Among the entries below, please show each line that carries the word "worn".
** Opening Input records block **
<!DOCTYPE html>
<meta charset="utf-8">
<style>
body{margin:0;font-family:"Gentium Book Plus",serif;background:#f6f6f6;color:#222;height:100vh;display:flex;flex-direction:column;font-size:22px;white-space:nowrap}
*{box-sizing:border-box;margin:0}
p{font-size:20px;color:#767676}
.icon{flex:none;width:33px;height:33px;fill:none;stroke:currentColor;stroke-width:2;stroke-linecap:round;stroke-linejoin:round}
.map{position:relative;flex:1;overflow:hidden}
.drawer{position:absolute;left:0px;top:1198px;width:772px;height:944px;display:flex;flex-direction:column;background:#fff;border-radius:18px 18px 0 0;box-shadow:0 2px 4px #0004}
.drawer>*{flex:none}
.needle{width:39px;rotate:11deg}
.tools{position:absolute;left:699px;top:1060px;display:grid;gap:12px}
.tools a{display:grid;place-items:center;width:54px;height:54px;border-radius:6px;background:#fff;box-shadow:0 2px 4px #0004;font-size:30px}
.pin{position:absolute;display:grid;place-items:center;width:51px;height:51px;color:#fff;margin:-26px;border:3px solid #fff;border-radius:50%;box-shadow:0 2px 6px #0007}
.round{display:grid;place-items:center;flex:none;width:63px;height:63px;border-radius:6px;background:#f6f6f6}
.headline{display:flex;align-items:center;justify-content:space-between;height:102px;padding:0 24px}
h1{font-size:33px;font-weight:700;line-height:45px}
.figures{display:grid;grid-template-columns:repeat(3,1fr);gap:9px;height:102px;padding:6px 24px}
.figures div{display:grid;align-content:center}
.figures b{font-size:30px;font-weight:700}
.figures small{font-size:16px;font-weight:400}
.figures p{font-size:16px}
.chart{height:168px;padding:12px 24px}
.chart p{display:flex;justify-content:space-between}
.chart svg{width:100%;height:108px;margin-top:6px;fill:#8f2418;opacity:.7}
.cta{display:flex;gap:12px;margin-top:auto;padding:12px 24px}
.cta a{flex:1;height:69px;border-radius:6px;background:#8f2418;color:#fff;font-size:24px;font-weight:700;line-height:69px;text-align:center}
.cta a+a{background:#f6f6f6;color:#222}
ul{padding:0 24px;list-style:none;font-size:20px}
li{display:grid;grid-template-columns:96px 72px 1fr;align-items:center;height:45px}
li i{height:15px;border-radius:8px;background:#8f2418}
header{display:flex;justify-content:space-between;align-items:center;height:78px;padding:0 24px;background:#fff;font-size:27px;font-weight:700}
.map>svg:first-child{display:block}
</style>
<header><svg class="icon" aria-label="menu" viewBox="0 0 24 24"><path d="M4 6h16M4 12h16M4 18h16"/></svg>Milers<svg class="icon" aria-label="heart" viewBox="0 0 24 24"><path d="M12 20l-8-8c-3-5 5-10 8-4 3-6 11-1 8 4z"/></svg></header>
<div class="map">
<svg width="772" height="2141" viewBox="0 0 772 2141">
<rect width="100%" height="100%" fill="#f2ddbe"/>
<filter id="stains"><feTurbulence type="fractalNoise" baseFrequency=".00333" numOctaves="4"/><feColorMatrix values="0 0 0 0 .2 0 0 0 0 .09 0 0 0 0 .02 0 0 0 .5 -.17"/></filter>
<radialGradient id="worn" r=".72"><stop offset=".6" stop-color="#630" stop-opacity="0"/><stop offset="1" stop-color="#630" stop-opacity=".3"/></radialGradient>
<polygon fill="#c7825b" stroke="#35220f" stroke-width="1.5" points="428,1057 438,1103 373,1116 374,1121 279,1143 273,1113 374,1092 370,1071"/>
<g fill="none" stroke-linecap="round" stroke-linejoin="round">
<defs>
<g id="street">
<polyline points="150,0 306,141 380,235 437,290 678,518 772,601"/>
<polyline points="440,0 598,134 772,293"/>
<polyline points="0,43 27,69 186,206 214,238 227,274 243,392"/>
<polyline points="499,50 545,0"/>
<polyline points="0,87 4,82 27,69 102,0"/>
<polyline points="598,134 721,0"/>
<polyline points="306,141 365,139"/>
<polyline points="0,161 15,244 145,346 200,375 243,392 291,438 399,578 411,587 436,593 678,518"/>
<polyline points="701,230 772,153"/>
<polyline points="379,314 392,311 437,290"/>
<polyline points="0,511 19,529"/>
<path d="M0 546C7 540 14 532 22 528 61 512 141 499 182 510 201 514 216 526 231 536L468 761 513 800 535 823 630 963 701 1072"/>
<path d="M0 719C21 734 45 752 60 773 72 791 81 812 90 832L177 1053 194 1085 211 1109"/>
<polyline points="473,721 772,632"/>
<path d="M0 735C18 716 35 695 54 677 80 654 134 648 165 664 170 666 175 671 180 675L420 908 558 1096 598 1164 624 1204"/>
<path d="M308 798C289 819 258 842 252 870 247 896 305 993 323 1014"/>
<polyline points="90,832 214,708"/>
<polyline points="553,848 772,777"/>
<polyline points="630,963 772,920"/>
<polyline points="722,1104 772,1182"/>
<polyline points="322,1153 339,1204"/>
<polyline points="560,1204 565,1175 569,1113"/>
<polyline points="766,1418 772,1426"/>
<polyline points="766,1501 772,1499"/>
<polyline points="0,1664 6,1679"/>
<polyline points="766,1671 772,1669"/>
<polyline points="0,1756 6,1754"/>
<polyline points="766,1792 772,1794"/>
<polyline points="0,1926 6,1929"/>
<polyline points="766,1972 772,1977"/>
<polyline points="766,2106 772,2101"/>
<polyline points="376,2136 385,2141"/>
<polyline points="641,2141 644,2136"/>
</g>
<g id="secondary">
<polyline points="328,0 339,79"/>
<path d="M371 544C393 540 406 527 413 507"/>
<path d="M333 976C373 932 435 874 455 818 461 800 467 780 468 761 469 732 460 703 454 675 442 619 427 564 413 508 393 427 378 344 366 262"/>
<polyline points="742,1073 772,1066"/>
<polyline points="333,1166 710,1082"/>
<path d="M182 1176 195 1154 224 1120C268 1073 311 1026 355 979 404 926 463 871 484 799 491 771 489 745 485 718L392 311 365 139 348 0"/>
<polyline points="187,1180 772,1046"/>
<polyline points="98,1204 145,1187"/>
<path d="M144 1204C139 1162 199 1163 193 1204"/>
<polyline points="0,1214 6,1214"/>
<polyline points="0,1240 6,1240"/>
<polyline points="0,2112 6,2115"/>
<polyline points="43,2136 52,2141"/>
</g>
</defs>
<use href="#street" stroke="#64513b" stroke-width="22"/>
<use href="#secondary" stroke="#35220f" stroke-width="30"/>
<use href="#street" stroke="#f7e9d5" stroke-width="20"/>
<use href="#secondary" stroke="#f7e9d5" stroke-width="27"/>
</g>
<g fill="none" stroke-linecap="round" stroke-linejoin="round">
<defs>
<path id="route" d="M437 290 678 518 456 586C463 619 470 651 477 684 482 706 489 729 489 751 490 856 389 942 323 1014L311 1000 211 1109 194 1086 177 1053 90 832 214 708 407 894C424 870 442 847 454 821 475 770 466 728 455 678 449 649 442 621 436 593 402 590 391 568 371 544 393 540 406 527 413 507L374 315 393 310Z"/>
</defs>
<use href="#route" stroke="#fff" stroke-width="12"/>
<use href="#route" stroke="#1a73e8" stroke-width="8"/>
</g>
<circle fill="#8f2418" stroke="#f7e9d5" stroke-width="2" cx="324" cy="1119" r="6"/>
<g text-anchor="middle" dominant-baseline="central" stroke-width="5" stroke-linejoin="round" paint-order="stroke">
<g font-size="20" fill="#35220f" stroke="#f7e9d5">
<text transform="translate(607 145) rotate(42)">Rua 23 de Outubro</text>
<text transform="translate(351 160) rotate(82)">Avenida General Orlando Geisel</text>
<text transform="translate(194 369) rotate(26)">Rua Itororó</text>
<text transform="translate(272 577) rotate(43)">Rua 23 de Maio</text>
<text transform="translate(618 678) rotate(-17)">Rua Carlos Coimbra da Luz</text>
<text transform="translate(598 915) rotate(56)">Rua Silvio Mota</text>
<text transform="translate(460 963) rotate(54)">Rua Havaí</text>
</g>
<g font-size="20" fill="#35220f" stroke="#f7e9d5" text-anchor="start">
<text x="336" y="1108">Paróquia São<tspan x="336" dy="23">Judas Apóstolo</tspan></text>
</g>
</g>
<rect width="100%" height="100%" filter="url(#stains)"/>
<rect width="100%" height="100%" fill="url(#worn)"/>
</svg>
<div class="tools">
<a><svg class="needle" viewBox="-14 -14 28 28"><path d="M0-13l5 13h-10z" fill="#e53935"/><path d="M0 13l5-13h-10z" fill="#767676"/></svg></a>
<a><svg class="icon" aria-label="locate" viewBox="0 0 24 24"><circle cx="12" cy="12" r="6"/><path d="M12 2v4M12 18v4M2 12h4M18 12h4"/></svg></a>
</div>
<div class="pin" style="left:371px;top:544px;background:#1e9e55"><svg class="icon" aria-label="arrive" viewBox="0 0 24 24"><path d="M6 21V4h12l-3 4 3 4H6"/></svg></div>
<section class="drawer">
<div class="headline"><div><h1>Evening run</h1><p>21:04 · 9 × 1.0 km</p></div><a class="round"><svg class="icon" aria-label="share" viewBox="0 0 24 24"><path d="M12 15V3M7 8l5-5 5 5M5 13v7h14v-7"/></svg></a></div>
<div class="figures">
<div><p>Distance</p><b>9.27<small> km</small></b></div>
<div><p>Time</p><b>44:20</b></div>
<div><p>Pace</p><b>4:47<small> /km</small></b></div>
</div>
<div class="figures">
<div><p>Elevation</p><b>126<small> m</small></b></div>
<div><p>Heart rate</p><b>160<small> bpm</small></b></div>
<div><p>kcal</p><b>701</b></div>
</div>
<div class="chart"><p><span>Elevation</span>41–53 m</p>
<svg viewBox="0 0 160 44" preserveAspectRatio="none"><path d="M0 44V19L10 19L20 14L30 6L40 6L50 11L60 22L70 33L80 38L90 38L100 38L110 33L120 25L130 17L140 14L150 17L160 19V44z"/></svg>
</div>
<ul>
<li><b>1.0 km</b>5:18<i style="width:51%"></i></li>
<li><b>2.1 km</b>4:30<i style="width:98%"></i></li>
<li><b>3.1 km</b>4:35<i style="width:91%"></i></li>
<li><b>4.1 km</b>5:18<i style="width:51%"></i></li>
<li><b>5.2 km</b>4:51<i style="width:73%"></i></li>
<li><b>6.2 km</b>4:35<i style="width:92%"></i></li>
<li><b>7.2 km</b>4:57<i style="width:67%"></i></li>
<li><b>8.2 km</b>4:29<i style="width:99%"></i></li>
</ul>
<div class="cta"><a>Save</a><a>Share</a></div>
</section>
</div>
** Closing Input records block **
| The completed task |
<radialGradient id="worn" r=".72"><stop offset=".6" stop-color="#630" stop-opacity="0"/><stop offset="1" stop-color="#630" stop-opacity=".3"/></radialGradient>
<rect width="100%" height="100%" fill="url(#worn)"/>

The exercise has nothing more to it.